Civitas Resources, Inc. (CIVI - Free Report) is facing a bear market in oil in 2025. This Zacks Rank #5 (Strong Sell) has seen falling earnings for the last 2 years.

Civitas Resources is an independent oil and natural gas producer with assets in the Denver-Julesburg (DJ) and Permian basins in Texas and New Mexico. It has a market cap of $3 billion.

Civitas Reinstates Its Capital Return Program

On Aug 6, 2025, Civitas announced that its Board of Directors authorized reinstating a capital allocation strategy of both returning capital to shareholders and ongoing debt reduction.

The company already pays a $2.00 per share annual base dividend. Future free cash flow after paying the base dividend is expected to be allocated equally to share repurchases and debt reduction each year.

The Board increased the company’s share repurchase authorization to $750 million, which represented about 28% of Civitas’ current market cap.

It will start an accelerated share repurchase agreement (ASR) to repurchase $250 million of Civitas’ equity.

Under the ASR it intends to have those purchases completed by the end of the third quarter of 2025. It will then have $500 million remaining in the share repurchase.
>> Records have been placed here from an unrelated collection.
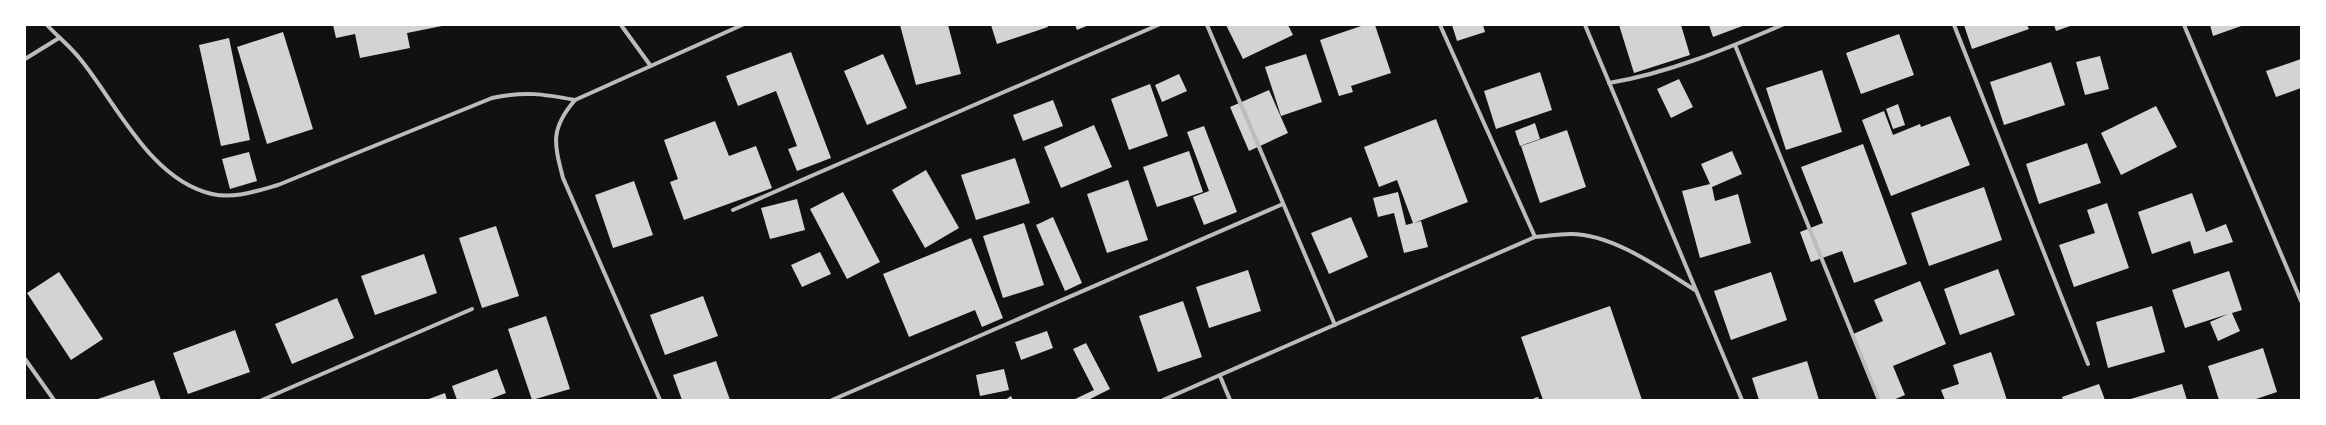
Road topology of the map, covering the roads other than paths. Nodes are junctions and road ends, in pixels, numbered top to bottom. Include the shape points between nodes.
1 (47, 25) edge
2 (620, 25) edge
3 (742, 25) edge
4 (1158, 25) edge
5 (1207, 25) edge
6 (1440, 25) edge
7 (1585, 25) edge
8 (1782, 25) edge
9 (1954, 25) edge
10 (2184, 25) edge
11 (60, 38) junction
12 (1735, 45) junction
13 (25, 60) edge
14 (650, 65) junction
15 (1608, 83) junction
16 (575, 100) junction
17 (1283, 204) junction
18 (733, 210) dead end
19 (1535, 237) junction
20 (1695, 290) junction
21 (2301, 300) edge
22 (472, 309) dead end
23 (1335, 325) junction
24 (25, 359) edge
25 (2088, 364) dead end
26 (1220, 376) junction
27 (54, 400) edge
28 (262, 400) edge
29 (660, 400) edge
30 (832, 400) edge
31 (1162, 400) edge
32 (1230, 400) edge
33 (1742, 400) edge
34 (1880, 400) edge

1 - 11 street
2 - 14 street
3 - 14 street
4 - 18 street
5 - 17 street
6 - 19 street
7 - 15 street
8 - 12 street
9 - 25 street
10 - 21 street
11 - 13 street
11 - 16 street via 80,59 155,161 179,181 213,194 246,195 278,185 492,98 517,93
12 - 15 street via 1640,78
12 - 34 street
14 - 16 street
15 - 20 street
16 - 29 street via 563,114 556,130 555,145 563,178
17 - 23 street
17 - 30 street
19 - 20 street via 1573,234 1602,240 1642,258
19 - 23 street
20 - 33 street
22 - 28 street
23 - 26 street
24 - 27 street
26 - 31 street
26 - 32 street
Civitas Lists Strategic Steps for Enhanced Return of Capital to Shareholders

With crude prices continuing to fall in 2025, Civitas has been hedging. Hedging is common in bear oil markets. It added 17 million barrels of oil hedges through the third quarter of 2026.

Civitas is now about 60% hedged on oil through the end of 2025 with a weighted average floor of $67 per barrel WTI.

It also reduced the original capital expenditure plan by $150 million to optimize 2025 free cash flow.

Cost cutting is also the name of the game. Civitas has implemented a $100 million cost optimization and efficiency project to improve margins.

It also accelerated deleveraging with non-core DJ Basin asset divestments totaling $435 million, well above the company’s full-year target of $300 million.

These transactions are expected to close around the end of the third quarter of 2025 and will be allocated to debt reduction.

Analysts Cut Civitas Earnings Estimates for 2025 and 2026

After falling earnings in 2023 and 2024, the analysts are still bearish on Civitas in 2025 and 2026.

5 earnings estimates were cut in the last 60 days for 2025. This has pushed the Zacks Consensus down to $5.35 from $6.11. This is an earnings decline of 37% as Civitas made $8.49 last year.

2026 is expected to see further declines. 5 estimates have been cut in the last 2 months, which has pushed the Zacks Consensus down to $4.82 from $5.33. That is another 9.9% decline.

This is what it looks like on the 5-year price and consensus chart.

Zacks Investment Research
Image Source: Zacks Investment Research

Shares of Civitas Give Up the Ukraine War Gains

Oil prices surged in 2022 during the start of the Ukraine War and so did shares of Civitas. But as oil prices have fallen the last few years, and earnings along with it, the shares have fallen as well.

It’s now underperforming the S&P 500 over the last 5 years.

Zacks Investment Research
Image Source: Zacks Investment Research

But Civitas is cheap. It now trades with a forward price-to-earnings (P/E) ratio of just 6.2. A P/E ratio under 10 is considered to be dirt cheap.

It’s $2.00 base dividend is also yielding 6%.

However, given the bear market in oil, investors might want to wait for earnings to stabilize before buying an oil and natural gas producer like Civitas.